Tschernobyl – gibt es noch radioaktive Belastung?

„Science goes Public!“ beleuchtet heutigen Tschernobyl-Status in der Ostsee

„Science goes Public!“ beleuchtet am 31. Oktober die Frage, ob uns immer noch unsichtbare Gefahr aus der Nuklearkatastrophe von Tschernobyl droht. 33 Jahre nach der Atomkatastrophe zeigt Dr. Pedro Nogueira vom Thünen-Institut für Fischereiökologie um 20.30 Uhr im „Lady Tee’s“ eine Übersicht der andauernden Folgen auf. Der Eintritt ist wie immer kostenfrei.

Länger als die Lebenszeit einiger Fans von „Science goes Public!“ liegt eine der größten Atomkatastrophen zurück: die Explosion des Atomreaktors Tschernobyl am 26. April 1986, die auf menschlichen Fehlern und grundsätzlichen Konstruktionsfehlern basierte.

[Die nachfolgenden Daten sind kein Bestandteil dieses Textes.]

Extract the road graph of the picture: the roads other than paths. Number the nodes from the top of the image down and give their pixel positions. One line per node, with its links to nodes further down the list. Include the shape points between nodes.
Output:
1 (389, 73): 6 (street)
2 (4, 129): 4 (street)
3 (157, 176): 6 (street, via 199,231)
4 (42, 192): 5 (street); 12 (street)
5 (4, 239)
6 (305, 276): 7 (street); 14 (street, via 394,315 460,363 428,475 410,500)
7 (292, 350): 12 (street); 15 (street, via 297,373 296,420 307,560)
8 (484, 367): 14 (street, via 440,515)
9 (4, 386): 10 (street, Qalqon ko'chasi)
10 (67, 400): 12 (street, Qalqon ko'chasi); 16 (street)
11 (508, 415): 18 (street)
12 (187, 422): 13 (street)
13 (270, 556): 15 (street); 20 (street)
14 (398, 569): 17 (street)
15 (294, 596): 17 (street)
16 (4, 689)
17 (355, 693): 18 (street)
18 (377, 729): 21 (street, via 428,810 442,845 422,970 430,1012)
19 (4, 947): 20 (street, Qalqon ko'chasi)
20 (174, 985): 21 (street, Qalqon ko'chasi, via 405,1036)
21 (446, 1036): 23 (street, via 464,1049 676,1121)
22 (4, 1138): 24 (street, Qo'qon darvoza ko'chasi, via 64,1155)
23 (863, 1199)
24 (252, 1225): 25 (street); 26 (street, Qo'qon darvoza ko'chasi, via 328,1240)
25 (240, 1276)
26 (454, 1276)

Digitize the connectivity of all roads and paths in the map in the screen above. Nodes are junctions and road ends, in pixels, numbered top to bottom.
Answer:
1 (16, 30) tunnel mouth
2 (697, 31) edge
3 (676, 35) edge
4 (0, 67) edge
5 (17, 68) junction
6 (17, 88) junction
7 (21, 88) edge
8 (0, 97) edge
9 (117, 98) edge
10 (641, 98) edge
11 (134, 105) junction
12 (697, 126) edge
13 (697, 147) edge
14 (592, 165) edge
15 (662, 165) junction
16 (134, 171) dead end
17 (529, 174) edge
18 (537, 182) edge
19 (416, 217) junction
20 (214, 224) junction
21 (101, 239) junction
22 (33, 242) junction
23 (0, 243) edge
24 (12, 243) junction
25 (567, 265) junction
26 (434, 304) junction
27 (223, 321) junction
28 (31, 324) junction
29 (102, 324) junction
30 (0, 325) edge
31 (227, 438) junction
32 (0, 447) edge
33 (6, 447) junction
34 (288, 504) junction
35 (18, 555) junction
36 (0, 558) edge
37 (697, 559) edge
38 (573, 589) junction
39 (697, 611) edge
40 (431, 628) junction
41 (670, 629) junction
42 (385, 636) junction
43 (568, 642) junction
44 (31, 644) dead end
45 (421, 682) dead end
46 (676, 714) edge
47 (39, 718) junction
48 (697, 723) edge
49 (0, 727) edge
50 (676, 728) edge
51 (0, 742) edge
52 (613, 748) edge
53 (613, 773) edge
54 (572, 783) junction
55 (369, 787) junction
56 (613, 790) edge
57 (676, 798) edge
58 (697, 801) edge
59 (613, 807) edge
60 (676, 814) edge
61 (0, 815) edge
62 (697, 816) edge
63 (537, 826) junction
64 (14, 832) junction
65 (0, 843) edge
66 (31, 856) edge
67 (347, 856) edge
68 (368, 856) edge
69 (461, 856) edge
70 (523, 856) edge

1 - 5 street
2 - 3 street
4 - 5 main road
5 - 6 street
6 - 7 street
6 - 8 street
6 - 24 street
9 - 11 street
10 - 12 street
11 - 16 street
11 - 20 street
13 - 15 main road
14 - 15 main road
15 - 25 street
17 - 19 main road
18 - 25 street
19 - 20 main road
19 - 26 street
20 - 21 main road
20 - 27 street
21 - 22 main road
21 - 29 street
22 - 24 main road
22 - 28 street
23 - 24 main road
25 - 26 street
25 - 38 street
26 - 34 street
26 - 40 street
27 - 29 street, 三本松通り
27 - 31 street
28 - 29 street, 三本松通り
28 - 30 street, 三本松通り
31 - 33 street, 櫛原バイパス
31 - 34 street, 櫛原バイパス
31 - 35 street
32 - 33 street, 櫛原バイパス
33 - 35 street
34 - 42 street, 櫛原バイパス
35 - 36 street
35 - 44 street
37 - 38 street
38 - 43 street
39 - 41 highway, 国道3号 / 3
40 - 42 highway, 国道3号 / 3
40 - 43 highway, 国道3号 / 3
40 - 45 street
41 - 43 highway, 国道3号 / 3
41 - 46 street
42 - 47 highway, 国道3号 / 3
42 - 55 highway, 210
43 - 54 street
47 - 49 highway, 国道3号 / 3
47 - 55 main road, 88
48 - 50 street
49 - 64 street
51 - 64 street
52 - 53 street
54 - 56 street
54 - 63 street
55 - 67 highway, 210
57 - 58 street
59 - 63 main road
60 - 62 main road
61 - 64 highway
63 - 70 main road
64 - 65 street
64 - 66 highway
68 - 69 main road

Über 1.500 Kilometer entfernt, erreichten auch Mitteleuropa die Auswirkungen über Wind und Wasser als läge das ukrainische Tschernobyl in unmittelbarer Nachbarschaft. Ob und was daraus gelernt wurde, erörtert Dr. Pedro Nogueira vom Thünen-Institut in seinem Vortrag. Er beantwortet zum Beispiel die Frage, ob der Dorsch in der Ostsee immer noch radioaktiv belastet ist und wenn ja, was dies für den Menschen bedeutet. Dr. Nogueira gibt eine Übersicht der Tschernobyl-Kontamination der heutigen Ostsee.

2015 in Bremerhaven gestartet, ist „Science goes Public!“ seit zwei Jahren eine Landesinitiative. Zudem ist die Veranstaltungsreihe eine Kooperation des Bremerhavener Netzwerks „Pier der Wissenschaft“ mit dem Netzwerk Wissenschaftskommunikation Bremen/Bremerhaven. Die Veranstaltungsreihe wird von der Erlebnis Bremerhaven GmbH und der Wirtschaftsförderung Bremen GmbH unterstützt.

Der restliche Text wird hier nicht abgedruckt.